__Assignment__:
Every entry must be duplicated precisely as written.

Collected data
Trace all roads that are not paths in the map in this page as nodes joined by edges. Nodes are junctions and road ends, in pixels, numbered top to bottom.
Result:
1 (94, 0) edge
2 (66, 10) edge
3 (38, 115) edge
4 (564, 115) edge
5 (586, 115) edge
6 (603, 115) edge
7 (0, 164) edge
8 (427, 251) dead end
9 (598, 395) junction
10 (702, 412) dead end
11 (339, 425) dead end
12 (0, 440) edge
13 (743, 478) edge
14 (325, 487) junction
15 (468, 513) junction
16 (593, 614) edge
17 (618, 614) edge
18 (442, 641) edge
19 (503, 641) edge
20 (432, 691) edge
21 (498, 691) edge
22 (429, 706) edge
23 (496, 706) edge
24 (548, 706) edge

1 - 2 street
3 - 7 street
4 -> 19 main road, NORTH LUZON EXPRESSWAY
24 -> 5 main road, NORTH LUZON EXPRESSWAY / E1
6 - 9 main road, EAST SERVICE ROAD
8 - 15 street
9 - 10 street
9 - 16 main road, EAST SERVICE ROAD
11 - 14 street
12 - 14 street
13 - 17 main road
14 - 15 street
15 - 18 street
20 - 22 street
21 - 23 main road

__Completed task__:
Trace all roads that are not paths in the map in this page as nodes joined by edges. Nodes are junctions and road ends, in pixels, numbered top to bottom.
Result:
1 (94, 0) edge
2 (66, 10) edge
3 (38, 115) edge
4 (564, 115) edge
5 (586, 115) edge
6 (603, 115) edge
7 (0, 164) edge
8 (427, 251) dead end
9 (598, 395) junction
10 (702, 412) dead end
11 (339, 425) dead end
12 (0, 440) edge
13 (743, 478) edge
14 (325, 487) junction
15 (468, 513) junction
16 (593, 614) edge
17 (618, 614) edge
18 (442, 641) edge
19 (503, 641) edge
20 (432, 691) edge
21 (498, 691) edge
22 (429, 706) edge
23 (496, 706) edge
24 (548, 706) edge

1 - 2 street
3 - 7 street
4 -> 19 main road, NORTH LUZON EXPRESSWAY
24 -> 5 main road, NORTH LUZON EXPRESSWAY / E1
6 - 9 main road, EAST SERVICE ROAD
8 - 15 street
9 - 10 street
9 - 16 main road, EAST SERVICE ROAD
11 - 14 street
12 - 14 street
13 - 17 main road
14 - 15 street
15 - 18 street
20 - 22 street
21 - 23 main road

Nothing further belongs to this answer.